■ Exercise details
In the listing below, locate the lines that hold the string "damdoun". Copy those lines.

*** Begin section ***

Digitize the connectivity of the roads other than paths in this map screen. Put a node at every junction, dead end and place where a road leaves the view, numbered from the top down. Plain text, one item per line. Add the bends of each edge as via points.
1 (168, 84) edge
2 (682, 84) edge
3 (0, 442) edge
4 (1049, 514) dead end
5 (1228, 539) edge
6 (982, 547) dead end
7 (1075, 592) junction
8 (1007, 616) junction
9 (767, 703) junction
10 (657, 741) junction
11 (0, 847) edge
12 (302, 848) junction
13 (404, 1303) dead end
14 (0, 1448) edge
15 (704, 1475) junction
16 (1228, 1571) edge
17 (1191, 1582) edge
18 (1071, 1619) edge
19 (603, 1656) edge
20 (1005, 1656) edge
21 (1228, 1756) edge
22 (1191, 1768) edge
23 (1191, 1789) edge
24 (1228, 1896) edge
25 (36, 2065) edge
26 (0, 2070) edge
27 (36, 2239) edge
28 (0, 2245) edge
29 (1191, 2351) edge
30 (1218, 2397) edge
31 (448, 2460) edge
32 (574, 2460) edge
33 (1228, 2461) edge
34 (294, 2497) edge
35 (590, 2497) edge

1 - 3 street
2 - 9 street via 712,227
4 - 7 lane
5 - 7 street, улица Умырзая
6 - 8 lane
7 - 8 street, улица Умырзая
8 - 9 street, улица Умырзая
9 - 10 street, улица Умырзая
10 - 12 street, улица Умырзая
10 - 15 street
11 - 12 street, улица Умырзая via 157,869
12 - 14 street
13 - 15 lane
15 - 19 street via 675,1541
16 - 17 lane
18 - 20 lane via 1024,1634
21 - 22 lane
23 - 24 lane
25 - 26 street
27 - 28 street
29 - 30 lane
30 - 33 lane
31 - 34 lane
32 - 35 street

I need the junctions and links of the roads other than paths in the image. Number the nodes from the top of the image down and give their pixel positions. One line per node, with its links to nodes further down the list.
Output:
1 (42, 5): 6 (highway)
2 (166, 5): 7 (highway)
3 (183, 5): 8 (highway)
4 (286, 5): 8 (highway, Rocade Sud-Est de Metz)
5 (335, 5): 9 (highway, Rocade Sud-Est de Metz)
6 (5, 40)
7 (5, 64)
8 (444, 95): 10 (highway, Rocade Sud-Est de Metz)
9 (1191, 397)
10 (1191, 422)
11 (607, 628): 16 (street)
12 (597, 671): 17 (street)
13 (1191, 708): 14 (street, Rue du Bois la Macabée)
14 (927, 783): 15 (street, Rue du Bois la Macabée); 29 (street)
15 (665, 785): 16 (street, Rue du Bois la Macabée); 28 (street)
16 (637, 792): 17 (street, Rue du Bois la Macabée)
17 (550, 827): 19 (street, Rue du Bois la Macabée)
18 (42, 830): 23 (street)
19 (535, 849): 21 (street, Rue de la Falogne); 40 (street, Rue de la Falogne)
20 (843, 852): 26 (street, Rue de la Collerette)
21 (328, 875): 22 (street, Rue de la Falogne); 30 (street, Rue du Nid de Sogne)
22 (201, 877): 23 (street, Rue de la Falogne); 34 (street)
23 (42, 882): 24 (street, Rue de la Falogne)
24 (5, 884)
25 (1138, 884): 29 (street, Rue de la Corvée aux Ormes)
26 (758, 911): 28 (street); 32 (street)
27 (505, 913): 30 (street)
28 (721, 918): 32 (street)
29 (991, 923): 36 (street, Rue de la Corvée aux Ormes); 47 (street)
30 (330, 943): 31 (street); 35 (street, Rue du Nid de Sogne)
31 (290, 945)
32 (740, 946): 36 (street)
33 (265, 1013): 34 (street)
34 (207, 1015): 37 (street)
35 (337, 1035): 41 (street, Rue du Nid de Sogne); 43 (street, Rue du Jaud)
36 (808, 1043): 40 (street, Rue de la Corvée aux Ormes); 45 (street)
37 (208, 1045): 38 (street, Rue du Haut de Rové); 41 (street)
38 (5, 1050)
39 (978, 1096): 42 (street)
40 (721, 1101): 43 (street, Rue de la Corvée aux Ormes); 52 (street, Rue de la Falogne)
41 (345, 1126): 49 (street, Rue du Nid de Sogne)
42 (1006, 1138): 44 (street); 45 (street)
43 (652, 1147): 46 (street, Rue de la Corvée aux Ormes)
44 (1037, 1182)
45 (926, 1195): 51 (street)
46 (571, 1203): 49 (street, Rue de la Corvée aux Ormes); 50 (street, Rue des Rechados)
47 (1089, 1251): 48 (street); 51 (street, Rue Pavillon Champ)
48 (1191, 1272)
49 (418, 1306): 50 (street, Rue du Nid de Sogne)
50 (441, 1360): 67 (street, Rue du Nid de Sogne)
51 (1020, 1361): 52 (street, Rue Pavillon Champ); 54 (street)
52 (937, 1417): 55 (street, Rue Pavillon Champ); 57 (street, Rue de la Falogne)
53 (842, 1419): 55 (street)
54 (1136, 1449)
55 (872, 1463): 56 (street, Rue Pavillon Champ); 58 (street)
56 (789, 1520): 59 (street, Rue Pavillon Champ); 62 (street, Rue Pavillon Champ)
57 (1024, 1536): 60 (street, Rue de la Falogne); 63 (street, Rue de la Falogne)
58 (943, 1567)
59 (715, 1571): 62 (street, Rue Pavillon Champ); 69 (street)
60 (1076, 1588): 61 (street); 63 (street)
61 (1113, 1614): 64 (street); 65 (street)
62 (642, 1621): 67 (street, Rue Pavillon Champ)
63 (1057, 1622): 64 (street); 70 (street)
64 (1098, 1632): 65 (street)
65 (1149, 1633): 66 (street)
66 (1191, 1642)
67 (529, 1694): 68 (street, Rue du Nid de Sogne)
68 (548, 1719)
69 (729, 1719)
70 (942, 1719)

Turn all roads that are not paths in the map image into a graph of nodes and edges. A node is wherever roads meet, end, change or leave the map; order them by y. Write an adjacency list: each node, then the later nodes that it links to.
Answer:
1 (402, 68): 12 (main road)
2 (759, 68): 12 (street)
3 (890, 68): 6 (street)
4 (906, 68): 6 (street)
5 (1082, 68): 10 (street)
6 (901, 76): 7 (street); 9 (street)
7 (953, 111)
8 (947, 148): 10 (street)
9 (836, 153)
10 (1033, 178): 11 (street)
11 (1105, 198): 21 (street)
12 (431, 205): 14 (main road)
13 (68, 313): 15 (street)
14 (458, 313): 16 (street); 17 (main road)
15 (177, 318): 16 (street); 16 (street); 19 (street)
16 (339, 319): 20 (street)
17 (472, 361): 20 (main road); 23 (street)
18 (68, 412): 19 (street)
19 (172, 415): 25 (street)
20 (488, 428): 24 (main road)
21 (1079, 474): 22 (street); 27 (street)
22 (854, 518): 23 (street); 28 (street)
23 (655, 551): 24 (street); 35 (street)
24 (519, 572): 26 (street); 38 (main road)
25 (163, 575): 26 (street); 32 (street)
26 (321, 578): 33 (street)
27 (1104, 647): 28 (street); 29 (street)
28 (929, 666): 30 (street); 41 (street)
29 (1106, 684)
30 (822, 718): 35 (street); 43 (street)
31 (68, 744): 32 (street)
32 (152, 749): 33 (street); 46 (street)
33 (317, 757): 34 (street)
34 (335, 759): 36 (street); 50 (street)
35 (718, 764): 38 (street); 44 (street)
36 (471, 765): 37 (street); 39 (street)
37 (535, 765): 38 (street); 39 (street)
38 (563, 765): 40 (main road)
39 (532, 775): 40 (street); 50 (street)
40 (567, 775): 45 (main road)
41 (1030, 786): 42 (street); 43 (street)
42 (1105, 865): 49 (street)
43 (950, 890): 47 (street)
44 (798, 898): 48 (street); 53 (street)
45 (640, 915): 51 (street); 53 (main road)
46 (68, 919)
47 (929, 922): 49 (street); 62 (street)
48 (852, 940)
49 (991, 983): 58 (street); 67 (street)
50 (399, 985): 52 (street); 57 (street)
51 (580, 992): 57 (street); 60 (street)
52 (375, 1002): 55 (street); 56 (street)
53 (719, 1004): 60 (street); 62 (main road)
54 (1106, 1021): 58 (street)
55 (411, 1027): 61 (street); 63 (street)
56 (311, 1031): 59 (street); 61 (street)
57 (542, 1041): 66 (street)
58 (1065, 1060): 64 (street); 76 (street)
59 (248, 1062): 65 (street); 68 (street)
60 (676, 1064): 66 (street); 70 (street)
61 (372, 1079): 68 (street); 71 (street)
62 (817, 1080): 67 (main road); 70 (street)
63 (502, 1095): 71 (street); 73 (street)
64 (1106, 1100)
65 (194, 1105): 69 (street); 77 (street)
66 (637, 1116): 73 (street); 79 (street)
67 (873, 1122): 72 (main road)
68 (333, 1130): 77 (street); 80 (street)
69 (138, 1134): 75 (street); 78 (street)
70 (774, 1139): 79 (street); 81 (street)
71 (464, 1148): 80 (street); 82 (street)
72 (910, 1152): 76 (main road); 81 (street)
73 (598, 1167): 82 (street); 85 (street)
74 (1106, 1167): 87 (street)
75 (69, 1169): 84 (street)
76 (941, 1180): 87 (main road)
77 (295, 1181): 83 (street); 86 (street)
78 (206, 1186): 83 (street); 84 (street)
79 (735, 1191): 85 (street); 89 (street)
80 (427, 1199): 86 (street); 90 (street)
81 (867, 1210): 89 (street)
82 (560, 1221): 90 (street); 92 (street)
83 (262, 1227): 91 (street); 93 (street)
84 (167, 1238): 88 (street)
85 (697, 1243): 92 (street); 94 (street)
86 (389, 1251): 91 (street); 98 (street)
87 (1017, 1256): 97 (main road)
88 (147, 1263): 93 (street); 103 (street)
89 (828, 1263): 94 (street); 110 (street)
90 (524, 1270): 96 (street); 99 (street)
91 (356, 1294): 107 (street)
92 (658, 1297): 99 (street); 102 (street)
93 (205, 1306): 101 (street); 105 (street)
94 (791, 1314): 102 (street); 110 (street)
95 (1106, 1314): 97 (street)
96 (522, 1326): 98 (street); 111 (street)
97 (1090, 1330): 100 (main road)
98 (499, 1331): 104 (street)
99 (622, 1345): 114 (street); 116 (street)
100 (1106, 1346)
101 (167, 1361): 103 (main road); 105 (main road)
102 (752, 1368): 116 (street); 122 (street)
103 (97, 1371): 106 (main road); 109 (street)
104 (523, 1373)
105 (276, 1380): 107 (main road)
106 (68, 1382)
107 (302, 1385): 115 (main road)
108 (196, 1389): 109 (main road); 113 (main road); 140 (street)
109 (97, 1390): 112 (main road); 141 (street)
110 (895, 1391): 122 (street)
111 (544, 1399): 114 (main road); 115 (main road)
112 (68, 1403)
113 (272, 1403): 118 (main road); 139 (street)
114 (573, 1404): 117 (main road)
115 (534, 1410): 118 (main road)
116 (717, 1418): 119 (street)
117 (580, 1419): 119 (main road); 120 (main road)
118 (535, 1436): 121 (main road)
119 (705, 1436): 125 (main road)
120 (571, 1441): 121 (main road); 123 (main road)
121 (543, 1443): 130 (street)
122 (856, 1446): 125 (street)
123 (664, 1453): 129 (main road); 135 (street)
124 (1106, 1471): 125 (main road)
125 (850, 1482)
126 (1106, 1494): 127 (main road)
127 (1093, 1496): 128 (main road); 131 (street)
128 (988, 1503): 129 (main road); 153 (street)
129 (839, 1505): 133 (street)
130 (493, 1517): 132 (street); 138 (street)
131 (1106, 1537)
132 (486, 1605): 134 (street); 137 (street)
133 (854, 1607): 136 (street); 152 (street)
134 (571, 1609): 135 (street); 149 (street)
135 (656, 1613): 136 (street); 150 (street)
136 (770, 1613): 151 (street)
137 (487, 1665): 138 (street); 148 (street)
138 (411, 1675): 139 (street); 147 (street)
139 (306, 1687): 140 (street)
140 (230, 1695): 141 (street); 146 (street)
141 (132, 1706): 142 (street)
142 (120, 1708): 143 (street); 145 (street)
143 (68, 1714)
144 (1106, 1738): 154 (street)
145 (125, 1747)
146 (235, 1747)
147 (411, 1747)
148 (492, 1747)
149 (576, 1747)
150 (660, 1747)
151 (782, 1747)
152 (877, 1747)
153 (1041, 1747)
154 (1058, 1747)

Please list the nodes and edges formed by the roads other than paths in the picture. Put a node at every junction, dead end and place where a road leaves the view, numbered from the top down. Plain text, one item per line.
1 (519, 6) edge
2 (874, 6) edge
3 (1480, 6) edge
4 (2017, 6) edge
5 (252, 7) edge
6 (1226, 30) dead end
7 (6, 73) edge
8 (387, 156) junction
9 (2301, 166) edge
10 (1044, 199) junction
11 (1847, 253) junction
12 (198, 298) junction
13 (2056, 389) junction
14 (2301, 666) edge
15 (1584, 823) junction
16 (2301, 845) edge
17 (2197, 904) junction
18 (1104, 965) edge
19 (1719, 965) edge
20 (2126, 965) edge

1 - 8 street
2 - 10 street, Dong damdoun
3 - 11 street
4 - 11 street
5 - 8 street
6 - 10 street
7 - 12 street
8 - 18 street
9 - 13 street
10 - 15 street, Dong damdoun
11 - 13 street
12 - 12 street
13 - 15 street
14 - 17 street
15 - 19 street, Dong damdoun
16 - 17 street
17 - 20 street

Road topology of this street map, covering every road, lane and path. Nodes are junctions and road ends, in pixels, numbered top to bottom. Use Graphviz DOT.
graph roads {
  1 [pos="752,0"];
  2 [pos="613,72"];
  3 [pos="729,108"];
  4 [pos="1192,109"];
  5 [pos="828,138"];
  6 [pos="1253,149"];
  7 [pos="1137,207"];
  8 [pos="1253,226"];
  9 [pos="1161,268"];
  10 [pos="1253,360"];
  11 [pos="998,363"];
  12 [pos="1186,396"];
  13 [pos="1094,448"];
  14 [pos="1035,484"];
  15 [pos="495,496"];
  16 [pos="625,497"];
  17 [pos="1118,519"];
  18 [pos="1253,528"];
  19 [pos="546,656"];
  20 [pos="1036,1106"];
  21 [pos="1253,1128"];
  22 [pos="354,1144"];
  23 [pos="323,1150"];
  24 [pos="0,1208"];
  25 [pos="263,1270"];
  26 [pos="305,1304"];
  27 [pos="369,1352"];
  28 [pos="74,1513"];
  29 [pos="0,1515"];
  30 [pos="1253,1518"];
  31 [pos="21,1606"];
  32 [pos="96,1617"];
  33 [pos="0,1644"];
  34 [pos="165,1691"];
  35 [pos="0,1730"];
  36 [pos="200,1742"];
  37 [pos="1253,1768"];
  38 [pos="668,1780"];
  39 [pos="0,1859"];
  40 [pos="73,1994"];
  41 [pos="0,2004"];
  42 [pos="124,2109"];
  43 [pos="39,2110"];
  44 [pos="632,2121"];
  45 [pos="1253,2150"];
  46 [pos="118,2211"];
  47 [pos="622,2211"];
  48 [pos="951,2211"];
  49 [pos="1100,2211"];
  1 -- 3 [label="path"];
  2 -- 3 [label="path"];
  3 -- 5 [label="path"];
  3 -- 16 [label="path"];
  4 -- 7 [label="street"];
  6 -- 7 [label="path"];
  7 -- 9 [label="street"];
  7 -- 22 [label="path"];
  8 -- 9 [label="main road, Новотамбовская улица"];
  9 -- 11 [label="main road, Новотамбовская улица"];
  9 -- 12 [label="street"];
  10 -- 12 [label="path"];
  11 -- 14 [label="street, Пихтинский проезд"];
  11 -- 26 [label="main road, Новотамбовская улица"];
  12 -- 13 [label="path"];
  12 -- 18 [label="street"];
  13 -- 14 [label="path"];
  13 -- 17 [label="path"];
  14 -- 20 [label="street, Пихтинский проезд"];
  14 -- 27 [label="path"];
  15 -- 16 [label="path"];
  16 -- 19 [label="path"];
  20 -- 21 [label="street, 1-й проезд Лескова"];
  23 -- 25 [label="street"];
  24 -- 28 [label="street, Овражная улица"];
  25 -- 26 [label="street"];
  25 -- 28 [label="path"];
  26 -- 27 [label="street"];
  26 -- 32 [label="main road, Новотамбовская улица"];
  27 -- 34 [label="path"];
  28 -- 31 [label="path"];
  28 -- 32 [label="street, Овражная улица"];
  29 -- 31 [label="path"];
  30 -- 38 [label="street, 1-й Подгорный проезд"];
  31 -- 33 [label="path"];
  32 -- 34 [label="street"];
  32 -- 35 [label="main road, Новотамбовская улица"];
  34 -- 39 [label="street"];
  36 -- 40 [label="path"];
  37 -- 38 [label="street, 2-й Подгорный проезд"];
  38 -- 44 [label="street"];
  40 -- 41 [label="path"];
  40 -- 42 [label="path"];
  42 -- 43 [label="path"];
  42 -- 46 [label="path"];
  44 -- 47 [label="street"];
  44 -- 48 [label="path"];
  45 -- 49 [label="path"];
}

*** End section ***

■ Exercise answer
2 - 10 street, Dong damdoun
10 - 15 street, Dong damdoun
15 - 19 street, Dong damdoun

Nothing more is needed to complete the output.